Input for this task below:

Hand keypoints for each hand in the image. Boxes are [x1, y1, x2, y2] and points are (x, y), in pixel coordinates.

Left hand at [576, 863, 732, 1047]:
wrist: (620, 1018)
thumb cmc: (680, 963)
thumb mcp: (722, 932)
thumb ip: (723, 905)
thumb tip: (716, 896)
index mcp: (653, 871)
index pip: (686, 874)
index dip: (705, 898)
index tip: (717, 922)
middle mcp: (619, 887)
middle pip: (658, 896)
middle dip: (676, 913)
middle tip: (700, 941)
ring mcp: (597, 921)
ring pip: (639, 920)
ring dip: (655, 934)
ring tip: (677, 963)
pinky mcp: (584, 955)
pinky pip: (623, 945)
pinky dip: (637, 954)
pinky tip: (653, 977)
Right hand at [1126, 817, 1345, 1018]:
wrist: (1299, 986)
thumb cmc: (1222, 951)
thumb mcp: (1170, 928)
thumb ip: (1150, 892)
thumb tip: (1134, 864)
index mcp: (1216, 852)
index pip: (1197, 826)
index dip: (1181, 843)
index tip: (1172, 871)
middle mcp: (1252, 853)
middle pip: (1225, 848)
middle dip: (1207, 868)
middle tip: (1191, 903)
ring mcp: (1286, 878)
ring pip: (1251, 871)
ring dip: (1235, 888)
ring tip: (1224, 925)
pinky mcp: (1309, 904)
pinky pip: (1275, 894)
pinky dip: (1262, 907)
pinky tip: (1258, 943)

End of Input for this task.
Input for this task below:

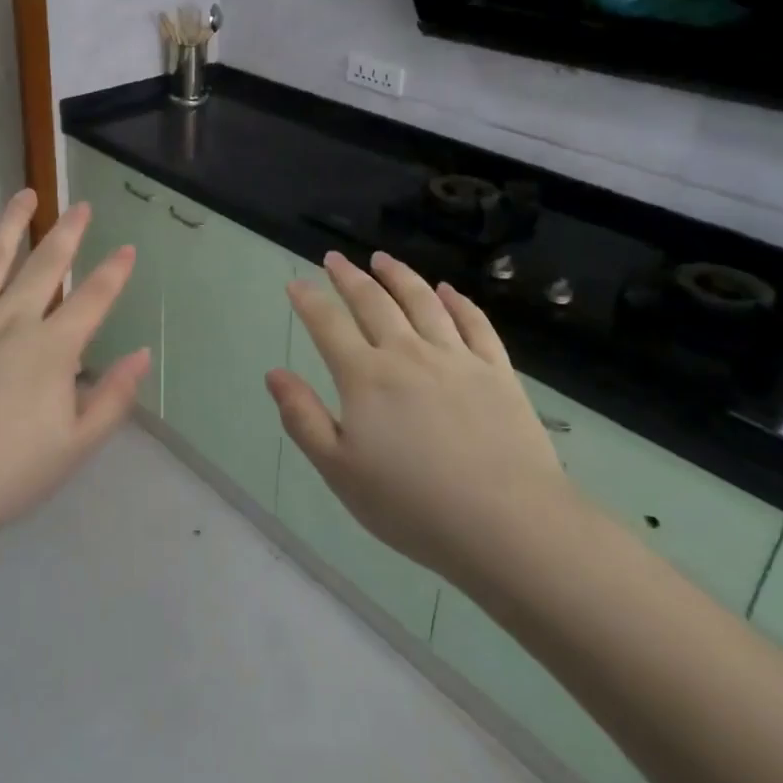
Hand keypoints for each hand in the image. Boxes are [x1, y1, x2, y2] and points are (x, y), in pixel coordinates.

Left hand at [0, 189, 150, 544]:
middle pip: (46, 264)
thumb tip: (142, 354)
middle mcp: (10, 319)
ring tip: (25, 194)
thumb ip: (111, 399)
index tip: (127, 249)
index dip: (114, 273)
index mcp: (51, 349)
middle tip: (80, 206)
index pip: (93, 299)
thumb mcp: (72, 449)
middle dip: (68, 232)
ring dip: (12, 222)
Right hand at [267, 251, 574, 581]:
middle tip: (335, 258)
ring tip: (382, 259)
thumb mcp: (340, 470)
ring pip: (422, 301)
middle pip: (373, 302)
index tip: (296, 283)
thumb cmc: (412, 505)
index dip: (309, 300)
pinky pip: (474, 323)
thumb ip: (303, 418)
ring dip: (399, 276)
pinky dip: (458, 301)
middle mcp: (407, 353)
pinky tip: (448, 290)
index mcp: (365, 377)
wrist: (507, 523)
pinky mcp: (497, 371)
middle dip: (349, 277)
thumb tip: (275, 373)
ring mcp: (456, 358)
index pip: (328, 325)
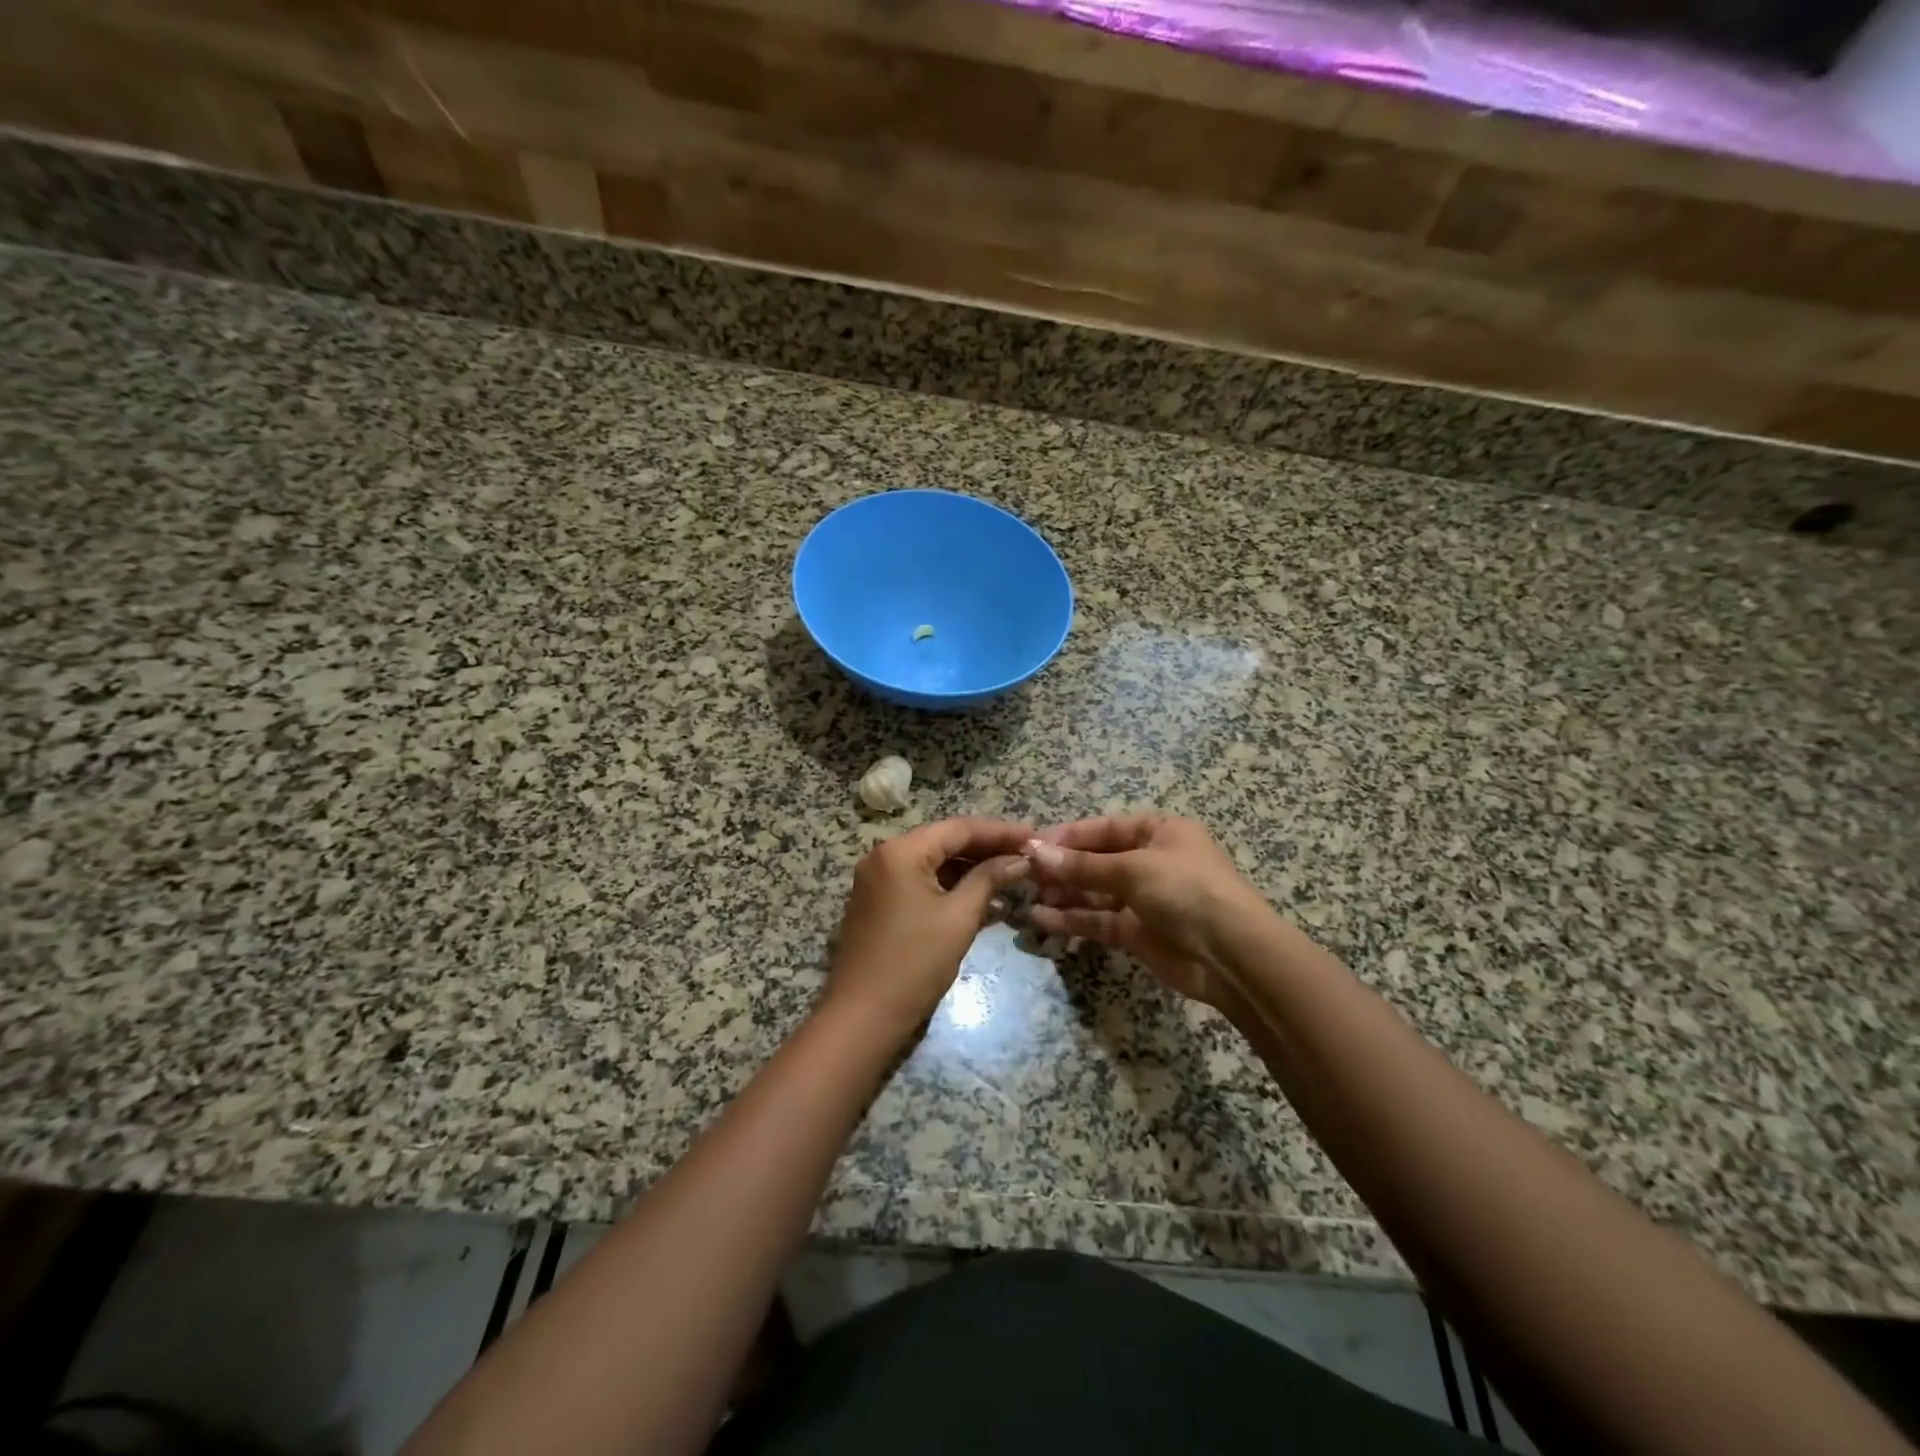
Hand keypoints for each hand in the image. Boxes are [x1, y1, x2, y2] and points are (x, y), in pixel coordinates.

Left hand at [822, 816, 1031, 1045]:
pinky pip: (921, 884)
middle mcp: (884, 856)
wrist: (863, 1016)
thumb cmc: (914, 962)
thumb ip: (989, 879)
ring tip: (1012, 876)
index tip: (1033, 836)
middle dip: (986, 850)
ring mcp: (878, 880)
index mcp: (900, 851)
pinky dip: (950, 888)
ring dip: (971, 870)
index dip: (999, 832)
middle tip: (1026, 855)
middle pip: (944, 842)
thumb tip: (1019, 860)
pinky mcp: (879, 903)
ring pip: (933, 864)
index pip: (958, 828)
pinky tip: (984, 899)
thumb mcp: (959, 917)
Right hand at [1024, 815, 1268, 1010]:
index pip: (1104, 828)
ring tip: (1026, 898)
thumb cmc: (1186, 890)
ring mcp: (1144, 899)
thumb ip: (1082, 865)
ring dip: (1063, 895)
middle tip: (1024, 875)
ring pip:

End of Input for this task.

* Work item *
Give every line of the material that includes the string "Left".

* Solution to this exercise *
Left hand at [576, 863, 732, 1047]:
Left hand at [0, 189, 150, 544]:
Left hand at [822, 816, 1031, 1045]:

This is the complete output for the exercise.